Traxanox TFA is an orally available diuretic. Traxanox TFA enhances phagocytosis of yeast granules by mouse peritoneal macrophages or rat peritoneal polymorphonuclear leukocytes in vitro. Traxanox TFA restores inhibition of antibody production in BALB/c mice. Traxanox TFA is also effective in restoring antibody production in BALB/c mice. Traxanox TFA has been shown to enhance phagocytosis in BALB/c mice.

Traxanox TFA (100 mg/kg, p.o.) showed a tendency to suppress dextran edema and cotton pellet granuloma formation in adjuvant arthritis (AA) in rats.

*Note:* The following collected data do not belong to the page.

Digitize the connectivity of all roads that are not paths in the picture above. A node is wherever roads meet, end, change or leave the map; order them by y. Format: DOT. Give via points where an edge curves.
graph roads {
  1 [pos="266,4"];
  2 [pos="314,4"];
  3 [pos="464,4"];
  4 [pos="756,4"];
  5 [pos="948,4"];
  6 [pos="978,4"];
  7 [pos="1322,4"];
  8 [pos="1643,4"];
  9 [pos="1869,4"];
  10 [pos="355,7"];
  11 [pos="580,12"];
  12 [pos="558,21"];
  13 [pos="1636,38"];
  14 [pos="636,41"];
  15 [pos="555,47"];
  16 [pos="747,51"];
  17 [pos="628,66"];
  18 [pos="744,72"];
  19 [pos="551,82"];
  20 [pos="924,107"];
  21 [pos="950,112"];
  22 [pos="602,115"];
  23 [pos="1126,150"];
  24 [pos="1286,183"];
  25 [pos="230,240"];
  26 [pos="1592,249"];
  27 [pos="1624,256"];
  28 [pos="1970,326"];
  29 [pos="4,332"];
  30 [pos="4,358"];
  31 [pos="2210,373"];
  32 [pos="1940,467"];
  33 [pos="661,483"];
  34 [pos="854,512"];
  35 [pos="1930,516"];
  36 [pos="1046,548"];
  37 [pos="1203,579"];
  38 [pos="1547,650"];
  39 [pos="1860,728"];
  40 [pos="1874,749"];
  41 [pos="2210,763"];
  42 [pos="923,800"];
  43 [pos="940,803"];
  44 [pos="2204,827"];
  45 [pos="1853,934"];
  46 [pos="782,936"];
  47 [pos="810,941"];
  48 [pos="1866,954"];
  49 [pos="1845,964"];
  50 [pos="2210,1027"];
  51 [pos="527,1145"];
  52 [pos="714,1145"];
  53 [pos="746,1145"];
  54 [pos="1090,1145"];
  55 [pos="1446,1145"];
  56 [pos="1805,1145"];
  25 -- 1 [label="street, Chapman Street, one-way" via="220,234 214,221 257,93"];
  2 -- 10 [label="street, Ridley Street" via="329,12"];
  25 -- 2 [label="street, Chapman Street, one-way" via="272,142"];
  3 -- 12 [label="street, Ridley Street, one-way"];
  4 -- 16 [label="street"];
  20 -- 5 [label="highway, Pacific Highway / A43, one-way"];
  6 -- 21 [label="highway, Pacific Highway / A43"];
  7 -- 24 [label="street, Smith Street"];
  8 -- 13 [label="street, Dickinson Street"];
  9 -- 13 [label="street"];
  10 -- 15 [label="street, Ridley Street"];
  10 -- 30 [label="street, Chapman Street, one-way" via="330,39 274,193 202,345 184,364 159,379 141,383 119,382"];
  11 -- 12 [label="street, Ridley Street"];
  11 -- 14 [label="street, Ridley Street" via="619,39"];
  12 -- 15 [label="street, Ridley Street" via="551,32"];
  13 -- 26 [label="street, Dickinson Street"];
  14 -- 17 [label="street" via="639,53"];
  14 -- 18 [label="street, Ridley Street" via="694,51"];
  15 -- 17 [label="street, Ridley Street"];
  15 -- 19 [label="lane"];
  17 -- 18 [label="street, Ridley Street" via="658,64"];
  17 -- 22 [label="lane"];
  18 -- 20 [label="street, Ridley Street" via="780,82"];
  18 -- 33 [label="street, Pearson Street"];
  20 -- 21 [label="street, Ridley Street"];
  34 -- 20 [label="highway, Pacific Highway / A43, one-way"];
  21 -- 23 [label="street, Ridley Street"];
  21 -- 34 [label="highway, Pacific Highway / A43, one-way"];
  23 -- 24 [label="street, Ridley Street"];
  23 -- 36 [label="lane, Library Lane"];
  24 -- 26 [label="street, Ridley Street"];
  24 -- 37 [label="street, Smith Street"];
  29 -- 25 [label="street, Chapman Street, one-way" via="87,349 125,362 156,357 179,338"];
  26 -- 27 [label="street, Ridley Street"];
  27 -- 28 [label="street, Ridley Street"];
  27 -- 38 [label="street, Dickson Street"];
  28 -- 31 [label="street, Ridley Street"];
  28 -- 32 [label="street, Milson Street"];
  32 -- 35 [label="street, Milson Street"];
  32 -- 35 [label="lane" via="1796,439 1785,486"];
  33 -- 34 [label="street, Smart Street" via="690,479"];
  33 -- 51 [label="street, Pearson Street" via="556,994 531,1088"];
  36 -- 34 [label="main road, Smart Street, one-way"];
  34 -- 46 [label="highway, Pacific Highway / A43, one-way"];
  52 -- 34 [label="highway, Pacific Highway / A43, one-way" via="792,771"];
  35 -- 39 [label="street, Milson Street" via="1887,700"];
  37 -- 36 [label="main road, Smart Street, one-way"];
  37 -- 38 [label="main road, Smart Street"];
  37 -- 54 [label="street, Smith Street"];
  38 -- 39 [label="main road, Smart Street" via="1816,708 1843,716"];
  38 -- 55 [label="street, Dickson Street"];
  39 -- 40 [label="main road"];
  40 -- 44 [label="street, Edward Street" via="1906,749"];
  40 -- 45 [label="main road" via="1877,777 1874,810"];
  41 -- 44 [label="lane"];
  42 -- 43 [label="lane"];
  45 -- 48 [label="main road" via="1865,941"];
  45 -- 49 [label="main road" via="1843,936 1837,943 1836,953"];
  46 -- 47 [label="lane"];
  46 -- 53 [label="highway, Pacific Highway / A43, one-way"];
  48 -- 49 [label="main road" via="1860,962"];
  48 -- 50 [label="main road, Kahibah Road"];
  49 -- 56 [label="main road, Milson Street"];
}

In experimental models of delayed-type hypersensitivity (DTH), Traxanox TFA (100 mg/kg, p.o.) inhibited the accumulation of the exudate and the leucocyte migration in B. pertussis-induced pleurisy in rats. Traxanox TFA (50 mg/kg) did not show any effect on AA in Lewis rats when administered orally for 21 days after the adjuvant inoculation, but the combined administration of Traxanox TFA with hydrocortisone (10 mg/kg, p.o.) or indomethacin (0.25 mg/kg, p.o.) resulted in a synergistic inhibition of AA. When the administration of Traxanox TFA was started 21 days before the adjuvant inoculation, it inhibited AA in a dose-dependent manner (50-100 mg/kg, p.o.). On the other hand, Traxanox TFA (100 mg/kg, p.o.) enhanced the concanavalin A-induced DTH-like skin reaction in guinea pigs. These results indicate that the mode of action of Traxanox TFA on inflammatory responses resembles that of D-penicillamine or levamisole, so it may prove to be clinically effective in treating rheumatoid arthritis.[1]